*What this task involves*.
Lines containing the string "list": how many are there below? Answer with the number only.

Stored dataset items
^^^^
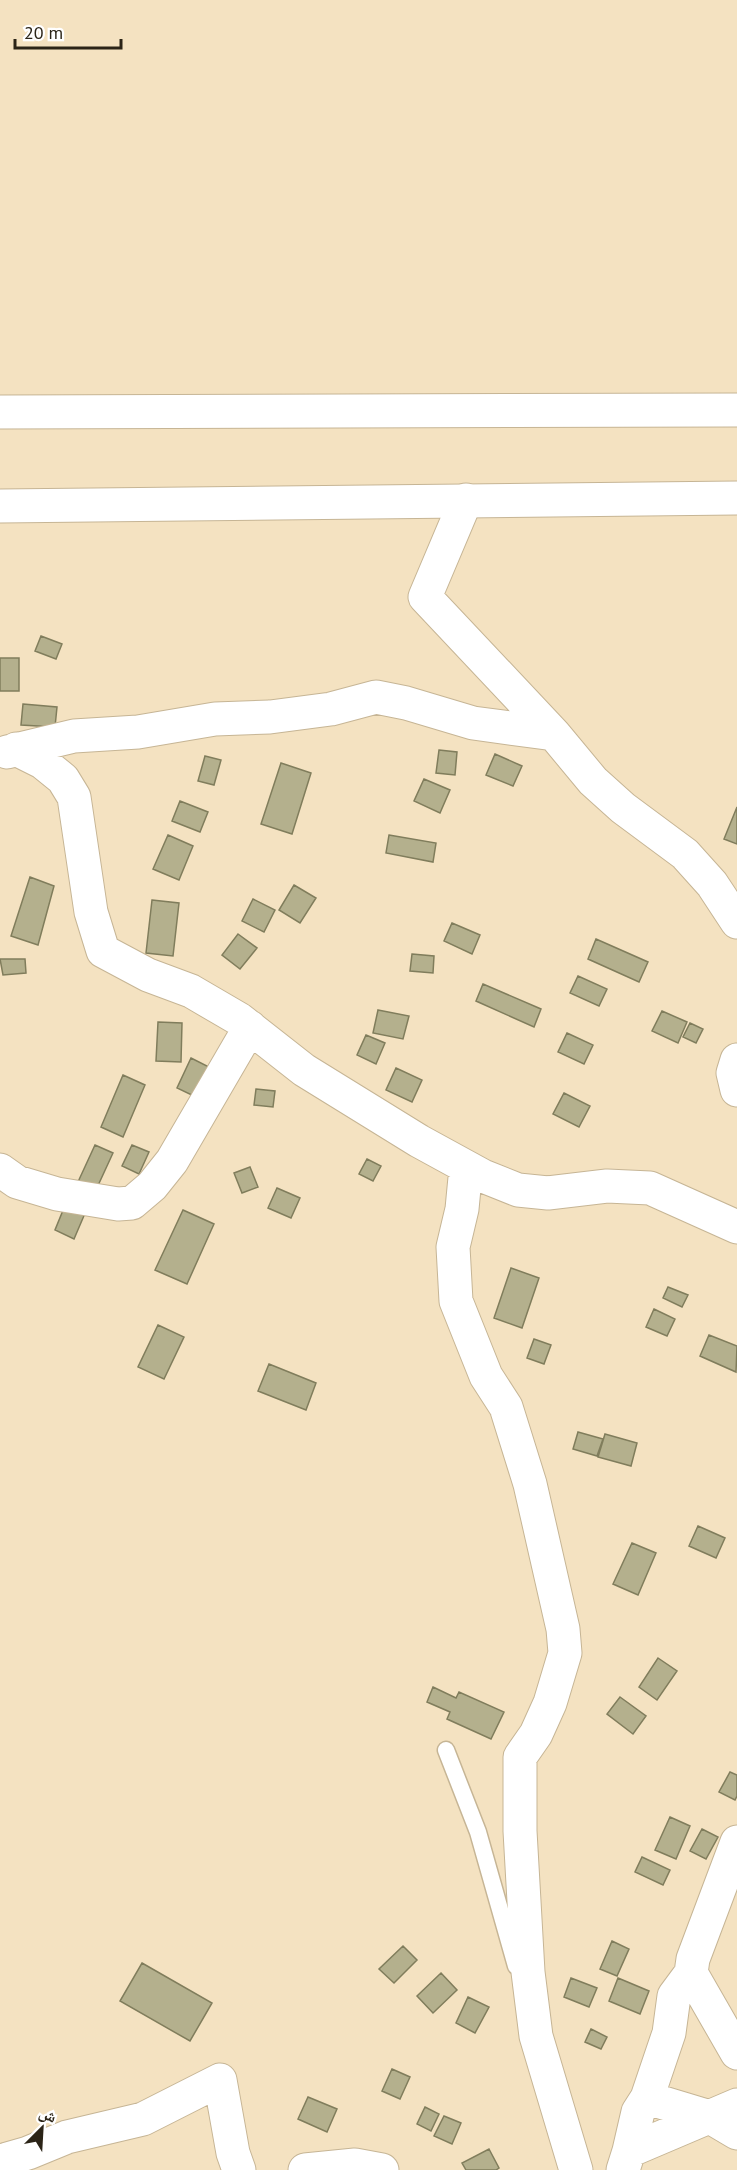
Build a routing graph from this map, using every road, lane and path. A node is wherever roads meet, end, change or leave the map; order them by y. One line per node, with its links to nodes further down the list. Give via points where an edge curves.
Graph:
1 (737, 410): 2 (street)
2 (0, 412)
3 (737, 498): 4 (street)
4 (466, 500): 5 (street); 6 (street, via 425,597)
5 (0, 506)
6 (554, 734): 7 (street, via 473,723 376,697 331,709 270,717 215,719 138,732 74,736); 8 (street, via 593,781 685,854 712,884)
7 (8, 752): 9 (street, via 42,762 63,779 74,797 91,912 103,951 148,975 191,991)
8 (737, 922)
9 (250, 1027): 12 (street, via 304,1070); 13 (street, via 172,1161 132,1203 57,1194 16,1182)
10 (737, 1060): 11 (street, via 733,1073)
11 (737, 1090)
12 (466, 1167): 14 (street, via 518,1190 548,1193 607,1186 650,1188); 18 (street, via 453,1247 456,1300 486,1376 506,1407 530,1484 565,1653 550,1703 520,1757 528,1972)
13 (0, 1170)
14 (737, 1227)
15 (446, 1750): 18 (lane, via 478,1832)
16 (737, 1842): 17 (street, via 697,1949)
17 (692, 1973): 19 (street); 20 (street, via 674,1996 669,2033)
18 (536, 2036): 27 (street)
19 (737, 2053)
20 (647, 2098): 21 (street); 22 (street, via 638,2112)
21 (728, 2118): 22 (street)
22 (626, 2161)
23 (229, 2164): 24 (street, via 220,2080 143,2119 67,2136 7,2159)
24 (0, 2166)
25 (305, 2170): 26 (street, via 355,2165)
26 (382, 2170)
27 (576, 2170)

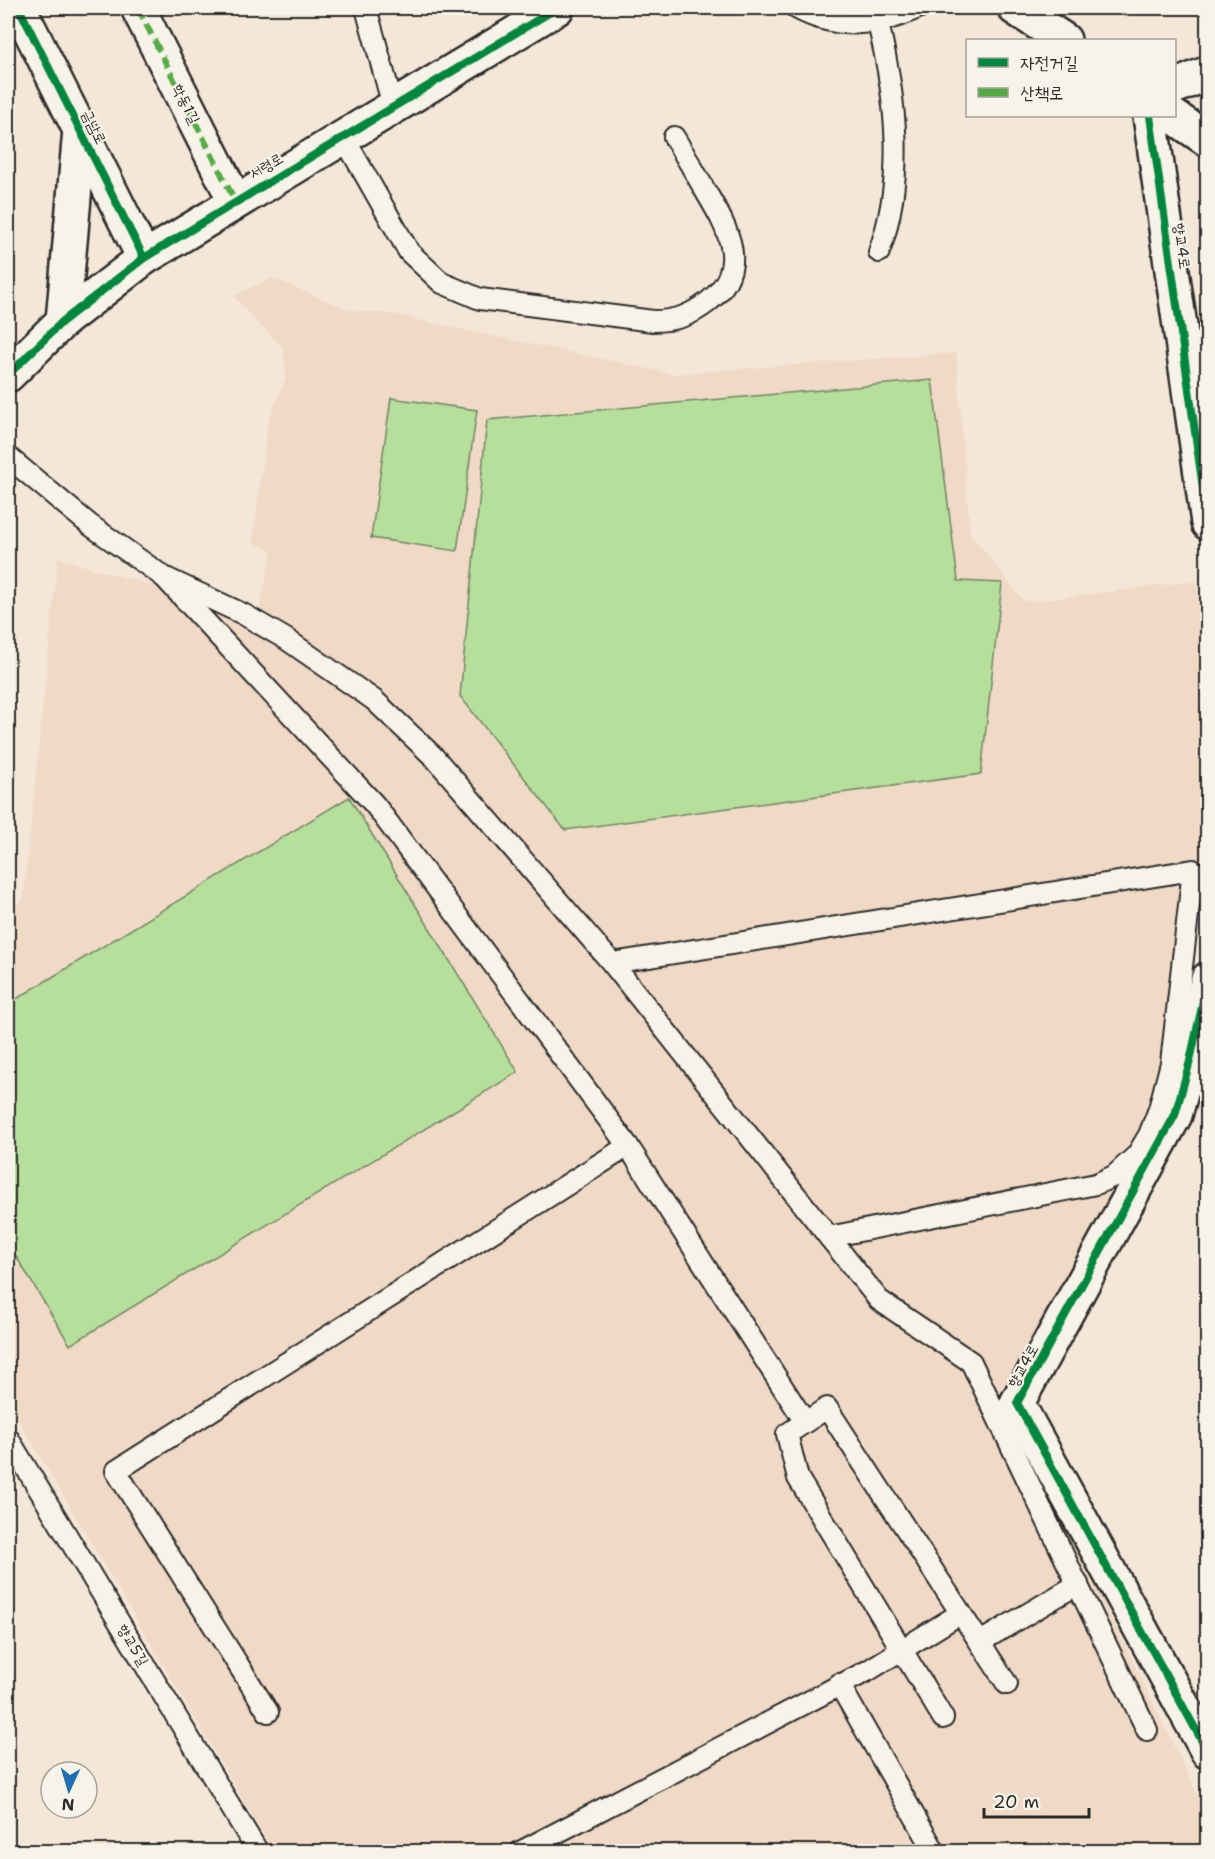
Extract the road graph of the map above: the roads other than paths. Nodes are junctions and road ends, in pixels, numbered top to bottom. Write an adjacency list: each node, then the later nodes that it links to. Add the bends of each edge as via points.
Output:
1 (19, 8): 15 (street, 금남로)
2 (138, 8): 19 (street, 학동1길)
3 (366, 8): 12 (lane)
4 (796, 8): 8 (lane, via 840,23)
5 (918, 8): 8 (lane)
6 (1016, 8): 9 (street)
7 (542, 11): 12 (street, 서령로)
8 (878, 22): 20 (lane, via 892,80 896,144 893,201)
9 (1062, 39)
10 (1208, 73): 11 (street)
11 (1176, 86)
12 (393, 106): 16 (street, 서령로)
13 (1150, 117): 25 (street, 향교4로)
14 (1174, 117): 18 (street)
15 (80, 128): 21 (street, 금남로); 22 (street)
16 (343, 136): 17 (lane, via 409,252 441,283 480,299 653,321 695,312 724,285 732,261 727,228); 19 (street, 서령로)
17 (674, 137)
18 (1208, 140)
19 (235, 201): 21 (street, 서령로)
20 (879, 252)
21 (144, 258): 22 (street, 서령로)
22 (63, 321): 23 (street, 서령로)
23 (10, 366)
24 (8, 457): 26 (lane, via 90,525)
25 (1208, 523)
26 (164, 577): 27 (lane, via 286,639 402,724); 29 (lane, via 375,805)
27 (612, 963): 30 (lane); 30 (lane, via 1194,870 1169,1075 1149,1135 1131,1162 1096,1184)
28 (1208, 979): 42 (street, 향교4로, via 1175,1115 1017,1403)
29 (628, 1146): 31 (lane); 39 (lane, via 116,1472)
30 (829, 1237): 33 (lane, via 879,1300 971,1362)
31 (805, 1422): 34 (lane, via 827,1408); 36 (lane, via 786,1434 798,1478)
32 (8, 1438): 43 (lane, 향교5길)
33 (1078, 1584): 35 (lane); 41 (lane)
34 (961, 1613): 35 (lane); 36 (lane)
35 (980, 1642): 38 (lane)
36 (902, 1649): 37 (lane); 40 (lane)
37 (839, 1684): 44 (lane); 45 (lane)
38 (1007, 1684)
39 (268, 1712)
40 (943, 1718)
41 (1148, 1730)
42 (1204, 1738)
43 (258, 1851)
44 (520, 1851)
45 (935, 1851)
^^^^
*Exercise response*.
2